Les caisses d’assurance retraite et de la santé au travail (Carsat) peuvent en outre déclencher un contrôle. En effet, dans certains secteurs comme celui du BTP, elles pourraient s’étonner de ne voir apparaître aucune mention liée aux facteurs de pénibilité sur la déclaration annuelle des salaires. En cas de défaut de déclaration, l’employeur risque le paiement d’une amende d’un montant égal, par salarié, à la moitié du montant du plafond mensuel de la Sécurité sociale (soit 1609 euros pour cette année). En pratique, le risque n’est pas nul, même s’il est mesuré : tout dépend de la capacité de la Carsat à mener ce type de contrôle.
Autre enjeu : le défaut de mise à disposition du pré-diagnostic pénibilité aux représentants du personnel - qui doivent avoir accès au document unique- peut relever du délit d’entrave.
Comment communiquer auprès des salariés ?
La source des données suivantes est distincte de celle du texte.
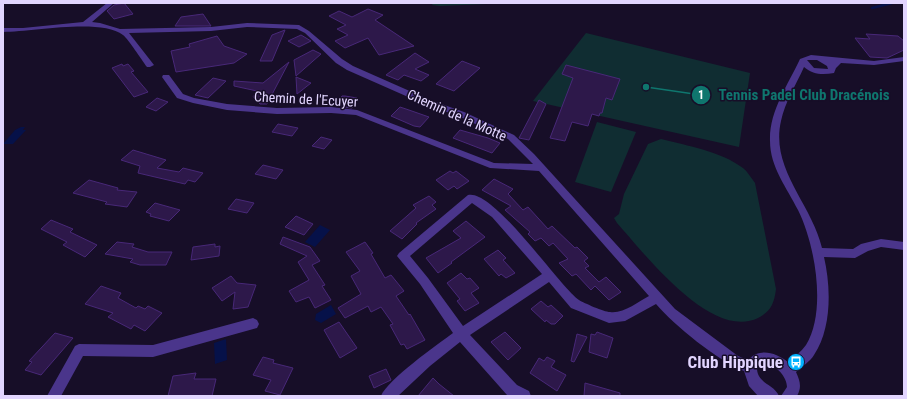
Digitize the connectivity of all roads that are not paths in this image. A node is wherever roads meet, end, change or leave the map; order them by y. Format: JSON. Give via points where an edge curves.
{"nodes":[{"id":1,"x":111,"y":3,"type":"edge"},
{"id":2,"x":85,"y":24,"type":"junction"},
{"id":3,"x":3,"y":30,"type":"edge"},
{"id":4,"x":119,"y":31,"type":"junction"},
{"id":5,"x":819,"y":58,"type":"junction"},
{"id":6,"x":904,"y":58,"type":"edge"},
{"id":7,"x":803,"y":61,"type":"junction"},
{"id":8,"x":845,"y":61,"type":"junction"},
{"id":9,"x":150,"y":65,"type":"dead end"},
{"id":10,"x":832,"y":66,"type":"junction"},
{"id":11,"x":817,"y":71,"type":"junction"},
{"id":12,"x":798,"y":76,"type":"junction"},
{"id":13,"x":166,"y":77,"type":"dead end"},
{"id":14,"x":541,"y":168,"type":"junction"},
{"id":15,"x":904,"y":246,"type":"edge"},
{"id":16,"x":819,"y":252,"type":"junction"},
{"id":17,"x":550,"y":275,"type":"junction"},
{"id":18,"x":656,"y":298,"type":"junction"},
{"id":19,"x":253,"y":324,"type":"dead end"},
{"id":20,"x":461,"y":334,"type":"junction"},
{"id":21,"x":750,"y":367,"type":"junction"},
{"id":22,"x":788,"y":371,"type":"junction"},
{"id":23,"x":765,"y":395,"type":"edge"},
{"id":24,"x":54,"y":396,"type":"edge"},
{"id":25,"x":388,"y":396,"type":"edge"},
{"id":26,"x":524,"y":396,"type":"edge"},
{"id":27,"x":790,"y":396,"type":"edge"}],
"edges":[{"from":1,"to":2,"type":"street"},
{"from":2,"to":3,"type":"street"},
{"from":2,"to":4,"type":"street","via":[[98,24]]},
{"from":4,"to":9,"type":"street","via":[[125,33]]},
{"from":4,"to":14,"type":"street","name":"Chemin de la Motte","via":[[186,30],[247,25],[299,27],[350,68],[461,114],[511,138]]},
{"from":5,"to":7,"type":"street","via":[[806,58]]},
{"from":5,"to":8,"type":"street"},
{"from":5,"to":10,"type":"street"},
{"from":6,"to":8,"type":"street","via":[[872,63]]},
{"from":7,"to":11,"type":"street","via":[[806,66]]},
{"from":7,"to":12,"type":"street"},
{"from":8,"to":10,"type":"street"},
{"from":10,"to":11,"type":"street","via":[[828,72]]},
{"from":11,"to":12,"type":"street"},
{"from":12,"to":16,"type":"street","via":[[788,90],[776,122],[774,140],[781,171],[810,224]]},
{"from":13,"to":14,"type":"street","name":"Chemin de l'Ecuyer","via":[[180,96],[193,100],[227,107],[277,111],[332,110],[357,113],[493,166]]},
{"from":14,"to":18,"type":"street","name":"Chemin de la Motte"},
{"from":15,"to":16,"type":"street","via":[[881,243],[865,247],[855,254]]},
{"from":16,"to":22,"type":"street","via":[[822,298],[819,326],[810,349]]},
{"from":17,"to":18,"type":"street","via":[[575,304],[609,318],[621,318]]},
{"from":17,"to":20,"type":"street"},
{"from":17,"to":20,"type":"street","via":[[496,214],[472,198],[403,256]]},
{"from":18,"to":21,"type":"street","name":"Chemin de la Motte","via":[[671,313],[733,360]]},
{"from":19,"to":24,"type":"street","via":[[153,351],[79,350]]},
{"from":20,"to":25,"type":"street","via":[[408,376]]},
{"from":20,"to":26,"type":"street","via":[[512,390]]},
{"from":21,"to":22,"type":"street","via":[[756,359],[769,358]]},
{"from":21,"to":23,"type":"street","via":[[752,380]]},
{"from":22,"to":27,"type":"street","via":[[794,384]]}]}
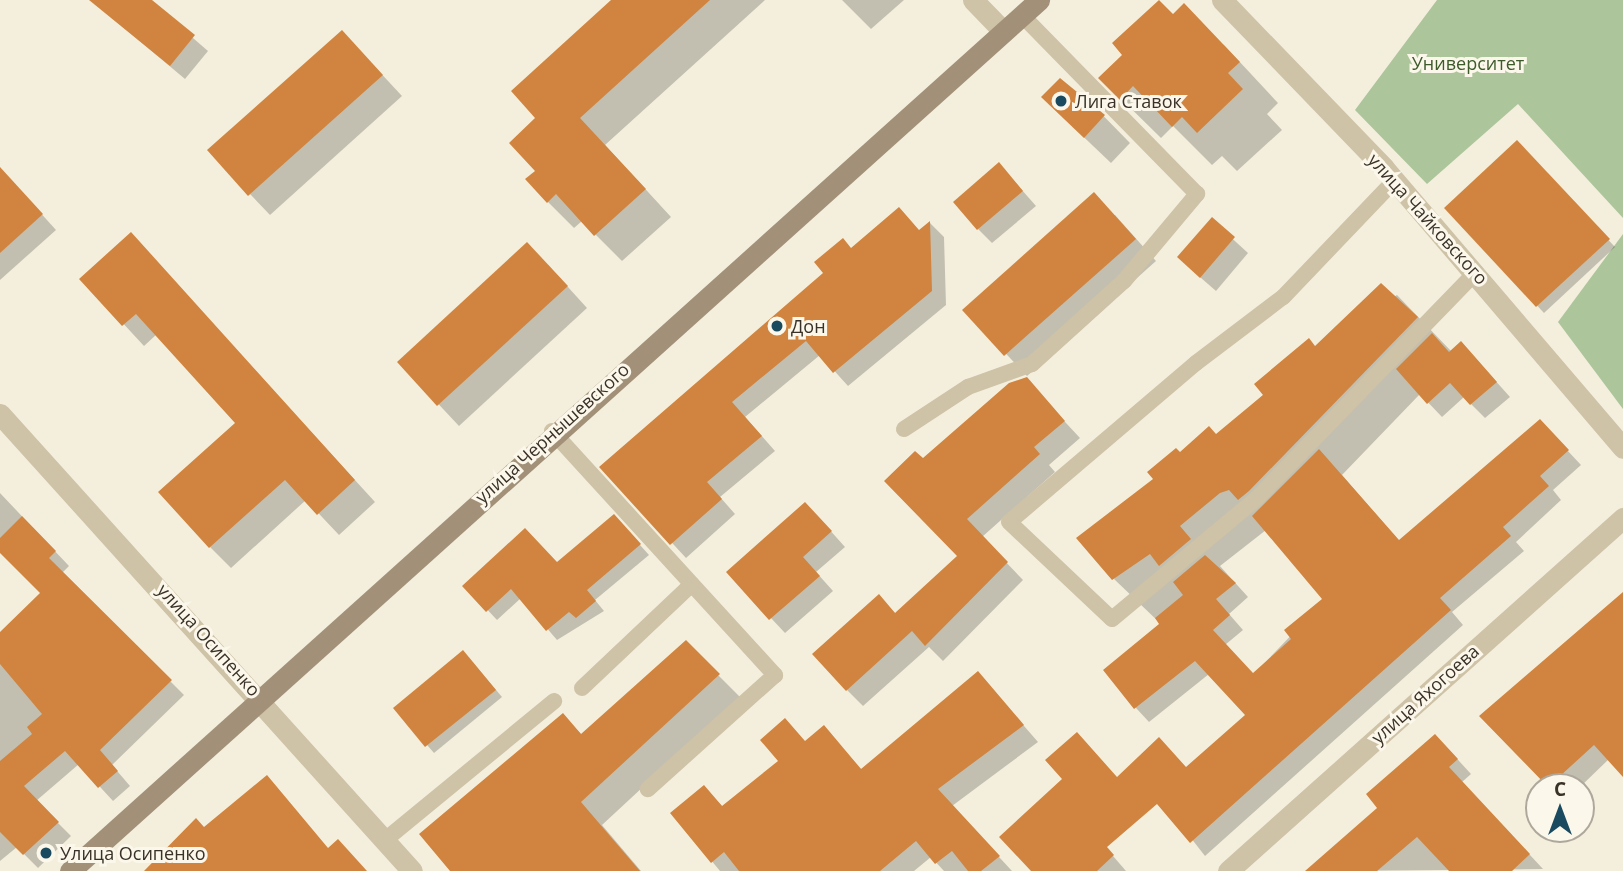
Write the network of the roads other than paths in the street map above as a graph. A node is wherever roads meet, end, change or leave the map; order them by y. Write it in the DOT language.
graph roads {
  1 [pos="973,0"];
  2 [pos="1039,0"];
  3 [pos="1222,0"];
  4 [pos="1021,15"];
  5 [pos="1003,31"];
  6 [pos="1395,180"];
  7 [pos="1476,272"];
  8 [pos="0,414"];
  9 [pos="904,429"];
  10 [pos="552,431"];
  11 [pos="1623,448"];
  12 [pos="1623,517"];
  13 [pos="692,584"];
  14 [pos="582,688"];
  15 [pos="260,696"];
  16 [pos="554,701"];
  17 [pos="648,789"];
  18 [pos="385,840"];
  19 [pos="69,871"];
  20 [pos="412,871"];
  21 [pos="1228,871"];
  1 -- 5 [label="street"];
  2 -- 4 [label="street, улица Чернышевского"];
  3 -- 6 [label="street, улица Чайковского"];
  4 -- 5 [label="street, улица Чернышевского"];
  4 -- 9 [label="lane"];
  5 -- 10 [label="street, улица Чернышевского"];
  6 -- 7 [label="street, улица Чайковского"];
  6 -- 7 [label="lane"];
  7 -- 11 [label="street, улица Чайковского"];
  8 -- 15 [label="street, улица Осипенко"];
  10 -- 13 [label="lane"];
  10 -- 15 [label="street, улица Чернышевского"];
  12 -- 21 [label="street, улица Яхогоева"];
  13 -- 14 [label="lane"];
  13 -- 17 [label="lane"];
  15 -- 18 [label="street, улица Осипенко"];
  15 -- 19 [label="street, улица Чернышевского"];
  16 -- 18 [label="lane"];
  18 -- 20 [label="street, улица Осипенко"];
}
A.A.M. : Les salariés travaillant dans le BTP sont, pour beaucoup, dans l’attente de connaître le nombre de points qui leur seront octroyés au titre des facteurs de pénibilité auxquels ils sont exposés. Mais certains risquent des déconvenues au premier trimestre 2017 au moment de la consultation de leur compte. C’est ce qui s’est produit l’année dernière au titre du travail de nuit. Certains salariés concernés par ce type d’organisation du travail se figuraient obtenir obligatoirement des points de ce fait, alors qu’ils ne remplissaient pas toutes les conditions : travailler 120 nuits par an, avec -pour chaque nuit- une heure de travail au moins entre minuit et cinq heures du matin. On peut ainsi recommander aux employeurs une démarche pédagogique auprès de leurs salariés : qui dit présence d'un facteur de pénibilité (exemple la manutention manuelle de charges) ne dit pas obligatoirement réalité de la pénibilité (via le dépassement des seuils réglementaires).